Motivation¶
Both Python an R are very powerful data analysis tools, and each has its own strength. The best approach would be to combine the power of both tools and use whichever one when it is appropriate. In this article we will use an example of Cointegrating test to demonstrate how to seamlessly combine Python and R in the IPython Notebook environment.

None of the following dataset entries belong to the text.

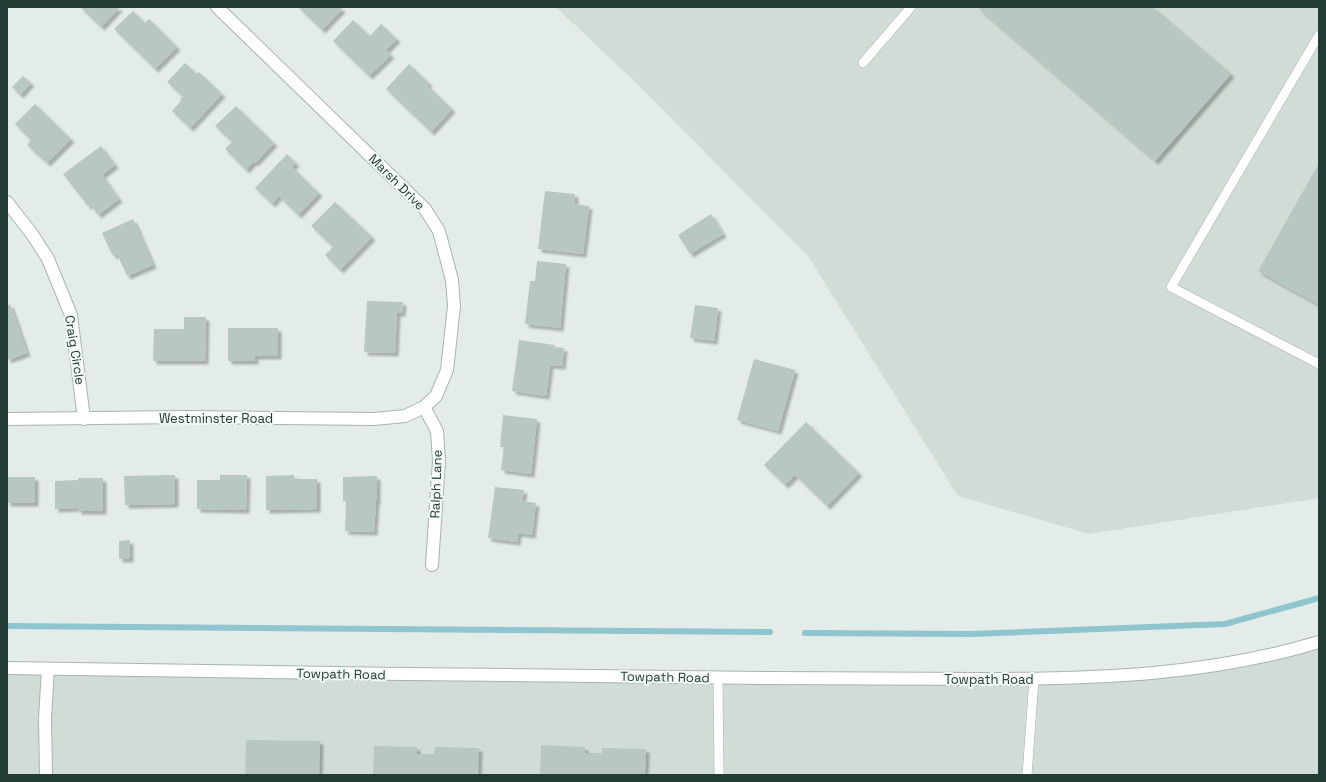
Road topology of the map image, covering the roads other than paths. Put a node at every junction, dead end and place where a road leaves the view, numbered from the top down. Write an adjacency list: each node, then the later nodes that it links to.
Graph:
1 (217, 7): 7 (street, Marsh Drive)
2 (911, 7): 4 (lane)
3 (1319, 35): 6 (lane)
4 (863, 63)
5 (7, 202): 9 (street, Craig Circle)
6 (1319, 364)
7 (424, 407): 9 (street, Westminster Road); 10 (street, Ralph Lane)
8 (7, 419): 9 (street, Westminster Road)
9 (84, 419)
10 (432, 565)
11 (1319, 642): 15 (street, Towpath Road)
12 (7, 668): 13 (street, Towpath Road)
13 (48, 669): 14 (street, Towpath Road); 16 (street)
14 (718, 678): 15 (street, Towpath Road); 17 (lane)
15 (1034, 679): 18 (lane)
16 (46, 775)
17 (719, 775)
18 (1027, 775)

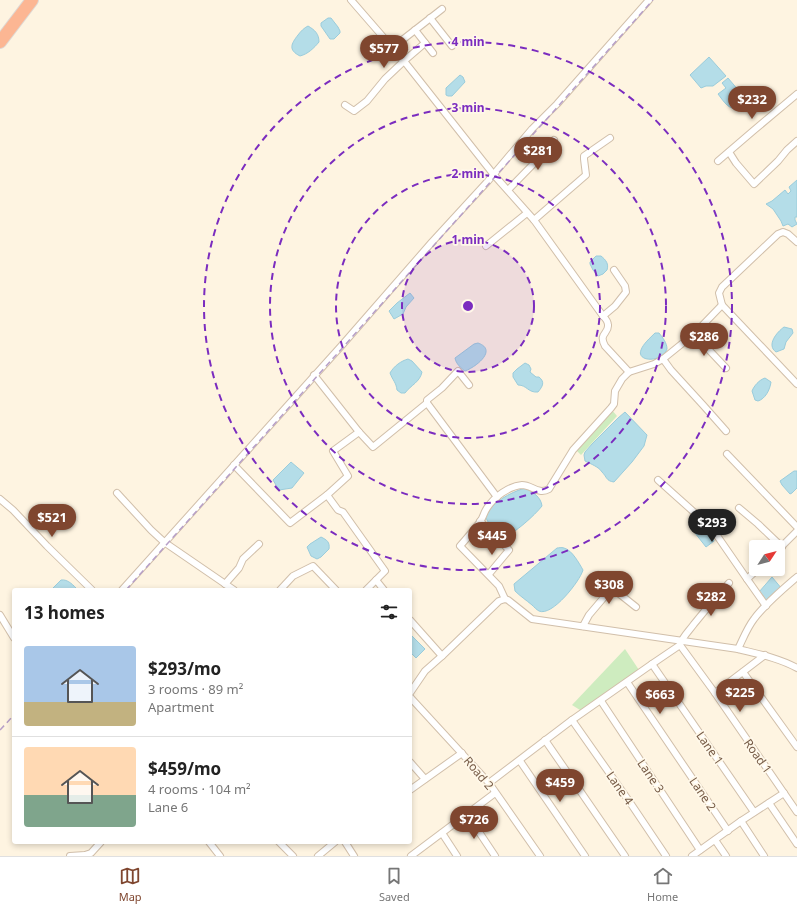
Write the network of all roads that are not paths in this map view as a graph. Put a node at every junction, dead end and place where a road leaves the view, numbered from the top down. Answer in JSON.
{"nodes":[{"id":1,"x":32,"y":0,"type":"edge"},
{"id":2,"x":351,"y":0,"type":"edge"},
{"id":3,"x":649,"y":0,"type":"edge"},
{"id":4,"x":442,"y":8,"type":"dead end"},
{"id":5,"x":430,"y":18,"type":"junction"},
{"id":6,"x":415,"y":30,"type":"junction"},
{"id":7,"x":0,"y":42,"type":"edge"},
{"id":8,"x":425,"y":43,"type":"junction"},
{"id":9,"x":452,"y":46,"type":"dead end"},
{"id":10,"x":392,"y":48,"type":"junction"},
{"id":11,"x":433,"y":54,"type":"dead end"},
{"id":12,"x":404,"y":61,"type":"junction"},
{"id":13,"x":797,"y":94,"type":"edge"},
{"id":14,"x":345,"y":105,"type":"dead end"},
{"id":15,"x":610,"y":138,"type":"dead end"},
{"id":16,"x":554,"y":140,"type":"dead end"},
{"id":17,"x":797,"y":141,"type":"edge"},
{"id":18,"x":729,"y":152,"type":"junction"},
{"id":19,"x":718,"y":161,"type":"dead end"},
{"id":20,"x":494,"y":175,"type":"junction"},
{"id":21,"x":508,"y":190,"type":"junction"},
{"id":22,"x":527,"y":213,"type":"junction"},
{"id":23,"x":534,"y":220,"type":"junction"},
{"id":24,"x":796,"y":238,"type":"edge"},
{"id":25,"x":486,"y":246,"type":"dead end"},
{"id":26,"x":614,"y":270,"type":"dead end"},
{"id":27,"x":722,"y":305,"type":"junction"},
{"id":28,"x":603,"y":316,"type":"junction"},
{"id":29,"x":694,"y":334,"type":"junction"},
{"id":30,"x":663,"y":359,"type":"junction"},
{"id":31,"x":726,"y":368,"type":"dead end"},
{"id":32,"x":629,"y":372,"type":"junction"},
{"id":33,"x":314,"y":375,"type":"junction"},
{"id":34,"x":797,"y":384,"type":"edge"},
{"id":35,"x":469,"y":385,"type":"dead end"},
{"id":36,"x":427,"y":403,"type":"junction"},
{"id":37,"x":726,"y":431,"type":"dead end"},
{"id":38,"x":358,"y":432,"type":"junction"},
{"id":39,"x":727,"y":454,"type":"dead end"},
{"id":40,"x":234,"y":465,"type":"junction"},
{"id":41,"x":658,"y":480,"type":"dead end"},
{"id":42,"x":117,"y":493,"type":"dead end"},
{"id":43,"x":327,"y":495,"type":"junction"},
{"id":44,"x":497,"y":497,"type":"junction"},
{"id":45,"x":0,"y":499,"type":"edge"},
{"id":46,"x":739,"y":508,"type":"dead end"},
{"id":47,"x":480,"y":521,"type":"junction"},
{"id":48,"x":797,"y":527,"type":"edge"},
{"id":49,"x":797,"y":531,"type":"edge"},
{"id":50,"x":773,"y":540,"type":"edge"},
{"id":51,"x":164,"y":542,"type":"junction"},
{"id":52,"x":785,"y":543,"type":"edge"},
{"id":53,"x":259,"y":544,"type":"dead end"},
{"id":54,"x":489,"y":574,"type":"junction"},
{"id":55,"x":598,"y":575,"type":"dead end"},
{"id":56,"x":622,"y":576,"type":"dead end"},
{"id":57,"x":750,"y":576,"type":"edge"},
{"id":58,"x":797,"y":577,"type":"edge"},
{"id":59,"x":747,"y":579,"type":"junction"},
{"id":60,"x":376,"y":580,"type":"junction"},
{"id":61,"x":730,"y":583,"type":"dead end"},
{"id":62,"x":225,"y":584,"type":"junction"},
{"id":63,"x":90,"y":588,"type":"edge"},
{"id":64,"x":124,"y":588,"type":"edge"},
{"id":65,"x":231,"y":588,"type":"edge"},
{"id":66,"x":282,"y":588,"type":"edge"},
{"id":67,"x":334,"y":588,"type":"edge"},
{"id":68,"x":368,"y":588,"type":"edge"},
{"id":69,"x":382,"y":588,"type":"edge"},
{"id":70,"x":612,"y":588,"type":"junction"},
{"id":71,"x":504,"y":599,"type":"junction"},
{"id":72,"x":766,"y":606,"type":"junction"},
{"id":73,"x":636,"y":607,"type":"dead end"},
{"id":74,"x":0,"y":615,"type":"edge"},
{"id":75,"x":412,"y":622,"type":"edge"},
{"id":76,"x":583,"y":626,"type":"junction"},
{"id":77,"x":12,"y":635,"type":"edge"},
{"id":78,"x":681,"y":643,"type":"junction"},
{"id":79,"x":738,"y":649,"type":"junction"},
{"id":80,"x":765,"y":655,"type":"junction"},
{"id":81,"x":442,"y":656,"type":"junction"},
{"id":82,"x":652,"y":664,"type":"junction"},
{"id":83,"x":797,"y":668,"type":"edge"},
{"id":84,"x":743,"y":672,"type":"junction"},
{"id":85,"x":627,"y":682,"type":"junction"},
{"id":86,"x":412,"y":690,"type":"edge"},
{"id":87,"x":715,"y":693,"type":"junction"},
{"id":88,"x":412,"y":699,"type":"edge"},
{"id":89,"x":601,"y":701,"type":"junction"},
{"id":90,"x":572,"y":720,"type":"junction"},
{"id":91,"x":545,"y":740,"type":"junction"},
{"id":92,"x":797,"y":747,"type":"edge"},
{"id":93,"x":462,"y":754,"type":"junction"},
{"id":94,"x":520,"y":761,"type":"junction"},
{"id":95,"x":412,"y":764,"type":"edge"},
{"id":96,"x":425,"y":779,"type":"junction"},
{"id":97,"x":489,"y":783,"type":"junction"},
{"id":98,"x":412,"y":789,"type":"edge"},
{"id":99,"x":783,"y":791,"type":"junction"},
{"id":100,"x":495,"y":793,"type":"junction"},
{"id":101,"x":769,"y":803,"type":"junction"},
{"id":102,"x":754,"y":812,"type":"junction"},
{"id":103,"x":797,"y":812,"type":"edge"},
{"id":104,"x":467,"y":814,"type":"junction"},
{"id":105,"x":741,"y":821,"type":"junction"},
{"id":106,"x":728,"y":831,"type":"junction"},
{"id":107,"x":442,"y":833,"type":"junction"},
{"id":108,"x":715,"y":840,"type":"junction"},
{"id":109,"x":99,"y":844,"type":"edge"},
{"id":110,"x":211,"y":844,"type":"edge"},
{"id":111,"x":281,"y":844,"type":"edge"},
{"id":112,"x":333,"y":844,"type":"edge"},
{"id":113,"x":346,"y":844,"type":"edge"},
{"id":114,"x":797,"y":844,"type":"edge"},
{"id":115,"x":700,"y":850,"type":"junction"},
{"id":116,"x":70,"y":856,"type":"edge"},
{"id":117,"x":220,"y":856,"type":"edge"},
{"id":118,"x":293,"y":856,"type":"edge"},
{"id":119,"x":318,"y":856,"type":"edge"},
{"id":120,"x":354,"y":856,"type":"edge"},
{"id":121,"x":413,"y":856,"type":"edge"},
{"id":122,"x":457,"y":856,"type":"edge"},
{"id":123,"x":495,"y":856,"type":"edge"},
{"id":124,"x":540,"y":856,"type":"edge"},
{"id":125,"x":585,"y":856,"type":"edge"},
{"id":126,"x":625,"y":856,"type":"edge"},
{"id":127,"x":666,"y":856,"type":"edge"},
{"id":128,"x":692,"y":856,"type":"edge"},
{"id":129,"x":726,"y":856,"type":"edge"},
{"id":130,"x":764,"y":856,"type":"edge"}],
"edges":[{"from":1,"to":7,"type":"highway"},
{"from":2,"to":10,"type":"street"},
{"from":3,"to":20,"type":"street"},
{"from":4,"to":5,"type":"street"},
{"from":5,"to":6,"type":"street"},
{"from":5,"to":9,"type":"street"},
{"from":6,"to":8,"type":"street"},
{"from":6,"to":10,"type":"street"},
{"from":8,"to":11,"type":"street"},
{"from":8,"to":12,"type":"street"},
{"from":10,"to":12,"type":"street"},
{"from":12,"to":14,"type":"street"},
{"from":12,"to":20,"type":"street"},
{"from":13,"to":18,"type":"street"},
{"from":15,"to":23,"type":"street"},
{"from":16,"to":21,"type":"street"},
{"from":17,"to":18,"type":"street"},
{"from":18,"to":19,"type":"street"},
{"from":20,"to":21,"type":"street"},
{"from":20,"to":33,"type":"street"},
{"from":21,"to":22,"type":"street"},
{"from":22,"to":23,"type":"street"},
{"from":22,"to":25,"type":"street"},
{"from":23,"to":28,"type":"street"},
{"from":24,"to":27,"type":"street"},
{"from":26,"to":28,"type":"street"},
{"from":27,"to":29,"type":"street"},
{"from":27,"to":34,"type":"street"},
{"from":28,"to":32,"type":"street"},
{"from":29,"to":30,"type":"street"},
{"from":29,"to":31,"type":"street"},
{"from":30,"to":32,"type":"street"},
{"from":30,"to":37,"type":"street"},
{"from":32,"to":44,"type":"street"},
{"from":33,"to":38,"type":"street"},
{"from":33,"to":40,"type":"street"},
{"from":35,"to":36,"type":"street"},
{"from":36,"to":38,"type":"street"},
{"from":36,"to":44,"type":"street"},
{"from":38,"to":43,"type":"street"},
{"from":39,"to":48,"type":"street"},
{"from":40,"to":43,"type":"street"},
{"from":40,"to":51,"type":"street"},
{"from":41,"to":59,"type":"street"},
{"from":42,"to":51,"type":"street"},
{"from":43,"to":60,"type":"street"},
{"from":44,"to":47,"type":"street"},
{"from":45,"to":63,"type":"street"},
{"from":46,"to":50,"type":"street"},
{"from":47,"to":54,"type":"street"},
{"from":47,"to":54,"type":"street"},
{"from":49,"to":52,"type":"street"},
{"from":51,"to":62,"type":"street"},
{"from":51,"to":64,"type":"street"},
{"from":53,"to":62,"type":"street"},
{"from":54,"to":71,"type":"street"},
{"from":55,"to":70,"type":"street"},
{"from":56,"to":70,"type":"street"},
{"from":57,"to":59,"type":"street"},
{"from":58,"to":72,"type":"street"},
{"from":59,"to":72,"type":"street"},
{"from":60,"to":68,"type":"street"},
{"from":60,"to":69,"type":"street"},
{"from":61,"to":78,"type":"street"},
{"from":62,"to":65,"type":"street"},
{"from":66,"to":67,"type":"street"},
{"from":70,"to":73,"type":"street"},
{"from":70,"to":76,"type":"street"},
{"from":71,"to":76,"type":"street"},
{"from":71,"to":81,"type":"street"},
{"from":72,"to":79,"type":"street"},
{"from":74,"to":77,"type":"street"},
{"from":75,"to":81,"type":"street"},
{"from":76,"to":78,"type":"street"},
{"from":78,"to":79,"type":"street"},
{"from":78,"to":82,"type":"street"},
{"from":78,"to":87,"type":"street","name":"Road 1"},
{"from":79,"to":80,"type":"street"},
{"from":80,"to":83,"type":"street"},
{"from":80,"to":84,"type":"street"},
{"from":81,"to":86,"type":"street"},
{"from":82,"to":85,"type":"street"},
{"from":82,"to":102,"type":"street","name":"Lane 1"},
{"from":84,"to":87,"type":"street"},
{"from":84,"to":92,"type":"street"},
{"from":85,"to":89,"type":"street"},
{"from":85,"to":106,"type":"street","name":"Lane 2"},
{"from":87,"to":99,"type":"street","name":"Road 1"},
{"from":88,"to":93,"type":"street","name":"Road 2"},
{"from":89,"to":90,"type":"street"},
{"from":89,"to":115,"type":"street","name":"Lane 3"},
{"from":90,"to":91,"type":"street"},
{"from":90,"to":127,"type":"street","name":"Lane 4"},
{"from":91,"to":94,"type":"street"},
{"from":91,"to":126,"type":"street"},
{"from":93,"to":96,"type":"street"},
{"from":93,"to":97,"type":"street","name":"Road 2"},
{"from":94,"to":97,"type":"street"},
{"from":94,"to":125,"type":"street"},
{"from":95,"to":96,"type":"street"},
{"from":96,"to":98,"type":"street"},
{"from":97,"to":100,"type":"street","name":"Road 2"},
{"from":99,"to":101,"type":"street"},
{"from":99,"to":103,"type":"street","name":"Road 1"},
{"from":100,"to":104,"type":"street"},
{"from":100,"to":124,"type":"street","name":"Road 2"},
{"from":101,"to":102,"type":"street"},
{"from":101,"to":114,"type":"street"},
{"from":102,"to":105,"type":"street"},
{"from":104,"to":107,"type":"street"},
{"from":104,"to":123,"type":"street"},
{"from":105,"to":106,"type":"street"},
{"from":105,"to":130,"type":"street"},
{"from":106,"to":108,"type":"street"},
{"from":107,"to":121,"type":"street"},
{"from":107,"to":122,"type":"street"},
{"from":108,"to":115,"type":"street"},
{"from":108,"to":129,"type":"street"},
{"from":109,"to":116,"type":"street"},
{"from":110,"to":117,"type":"street"},
{"from":111,"to":118,"type":"street"},
{"from":112,"to":119,"type":"street"},
{"from":113,"to":120,"type":"street"},
{"from":115,"to":128,"type":"street"}]}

Cointegration test is an important method to determine if two stocks are good for pair trading
Related Packages¶
Below we import the necessary Python packages for data processing
%matplotlib inline
from IPython.core.pylabtools import figsize
import pandas as pd
import numpy as np
import datetime
The key package to enble the communication below Python and R is rpy2. The subpackage rpy2.ipython will allow user to easily run R scripts in IPython Notebook and send data back and forth between Python and R easily
%load_ext rpy2.ipython
Cointegration test using both Python and R¶
In this example we download data from Yahoo Finance using Python
import pandas.io.data as web
class DataObj(object):
    def __init__(self, symbols = ['SPY', 'VGK', 'FXI', 'TLT'], 
                 start_time = datetime.datetime(2010, 1, 1),
                 end_time = datetime.datetime.now().date() - \
                 datetime.timedelta(days = 1)
                ):
        self.data = {}; self.returns = pd.DataFrame()
        self.adjClose = pd.DataFrame()
        for s in symbols:
            try:
                self.data[s] = web.DataReader(s, 'yahoo', 
                                              start_time, end_time)
                self.adjClose[s] = self.data[s]['Adj Close']
                self.returns[s] = self.data[s].diff()['Adj Close'].dropna() \
                    / self.data[s]['Adj Close'][:-1].values
            except:
                pass
We choose GLD and IAU as the example in this article because they are two different ETFs tracking gold price. They are closely related to each and is expected to be cointegrated
figsize(10, 8)
time_span_days  = 365*4
today = datetime.date.today()
start_date  = today + datetime.timedelta(-time_span_days)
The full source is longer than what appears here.